Session-layer Attack Traffic Classification by Program Synthesis

Writing classification rules to identify malicious network traffic is a time-consuming and error-prone task. Learning-based classification systems automatically extract such rules from positive and negative traffic examples. However, due to limitations in the representation of network traffic and the learning strategy, these systems lack both expressiveness to cover a range of attacks and interpretability in fully describing the attack traffic's structure at the session layer. This paper presents Sharingan system, which uses program synthesis techniques to generate network classification programs at the session layer. Sharingan accepts raw network traces as inputs, and reports potential patterns of the attack traffic in NetQRE, a domain specific language designed for specifying session-layer quantitative properties.

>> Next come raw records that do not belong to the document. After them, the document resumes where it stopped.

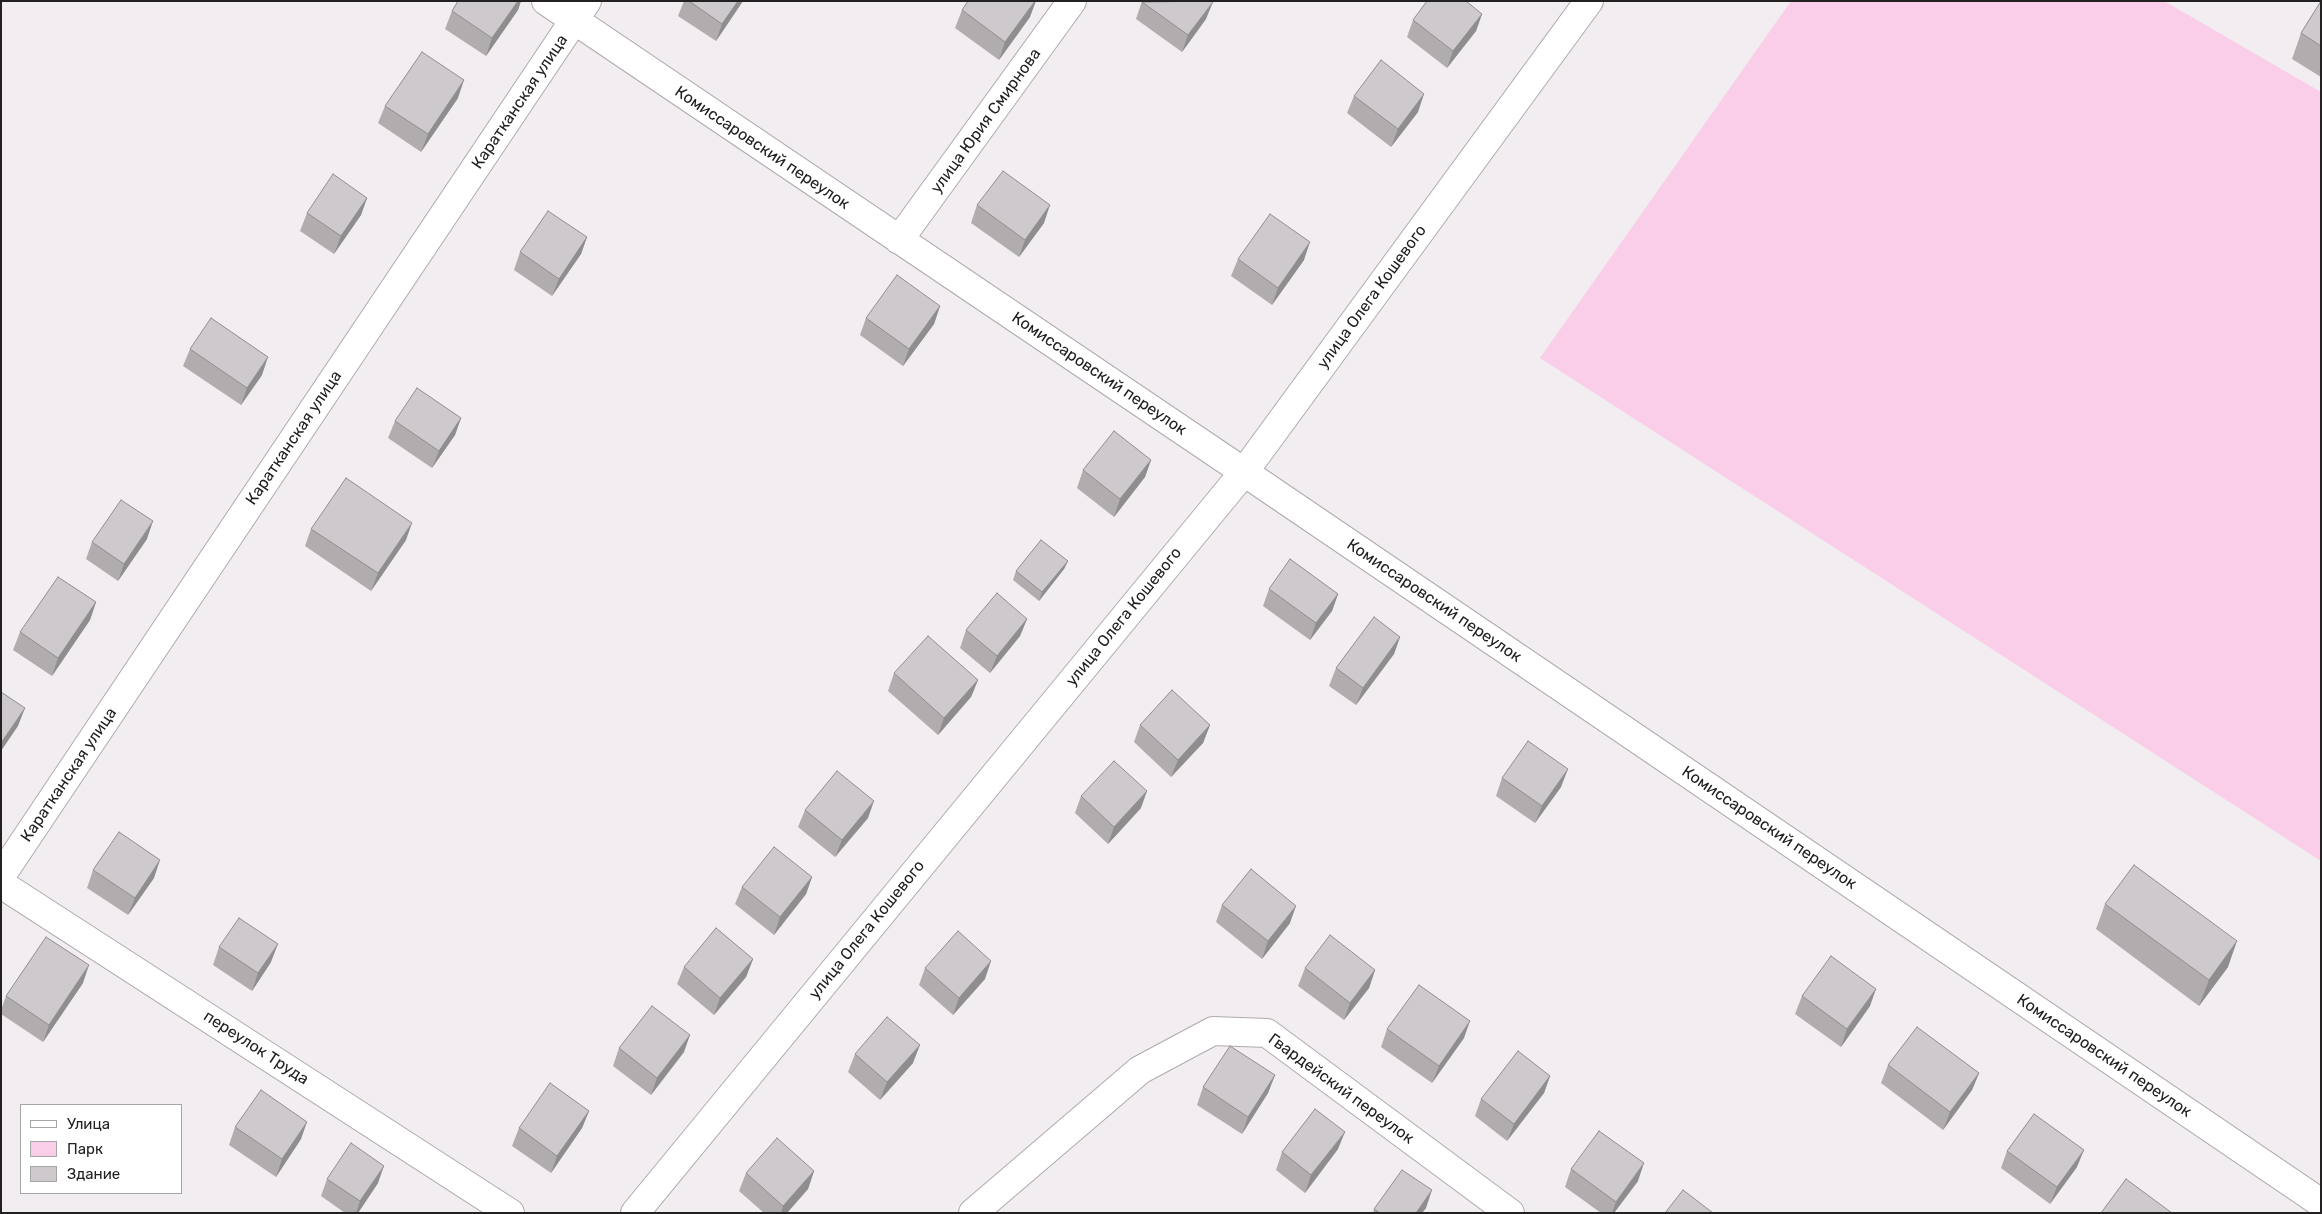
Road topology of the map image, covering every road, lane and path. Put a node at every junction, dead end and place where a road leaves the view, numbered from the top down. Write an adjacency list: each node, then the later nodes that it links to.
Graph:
1 (546, 1): 4 (street, Комиссаровский переулок)
2 (1072, 1): 5 (street, улица Юрия Смирнова)
3 (1589, 1): 6 (street, улица Олега Кошевого)
4 (581, 11): 5 (street, Комиссаровский переулок); 7 (street, Каратканская улица)
5 (899, 240): 6 (street, Комиссаровский переулок)
6 (1244, 472): 9 (street, Комиссаровский переулок); 11 (street, улица Олега Кошевого)
7 (1, 876)
8 (1, 884): 10 (street, переулок Труда)
9 (2321, 1203)
10 (510, 1213)
11 (634, 1213)
12 (973, 1213): 13 (street, Гвардейский переулок)
13 (1510, 1213)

Using Sharingan, network operators can better analyze the attack pattern due to the following advantages of Sharingan's learning process: (1) it requires minimal feature engineering, (2) it is amenable to efficient implementation of the learnt classifier, and (3) the synthesized program is easy to decipher and edit. We develop a range of novel optimizations that reduce the synthesis time for large and complex tasks to a matter of minutes. Our experiments show that Sharingan is able to correctly identify attacks from a diverse set of network attack traces and generates explainable outputs, while achieving accuracy comparable to state-of-the-art learning-based intrusion detection systems.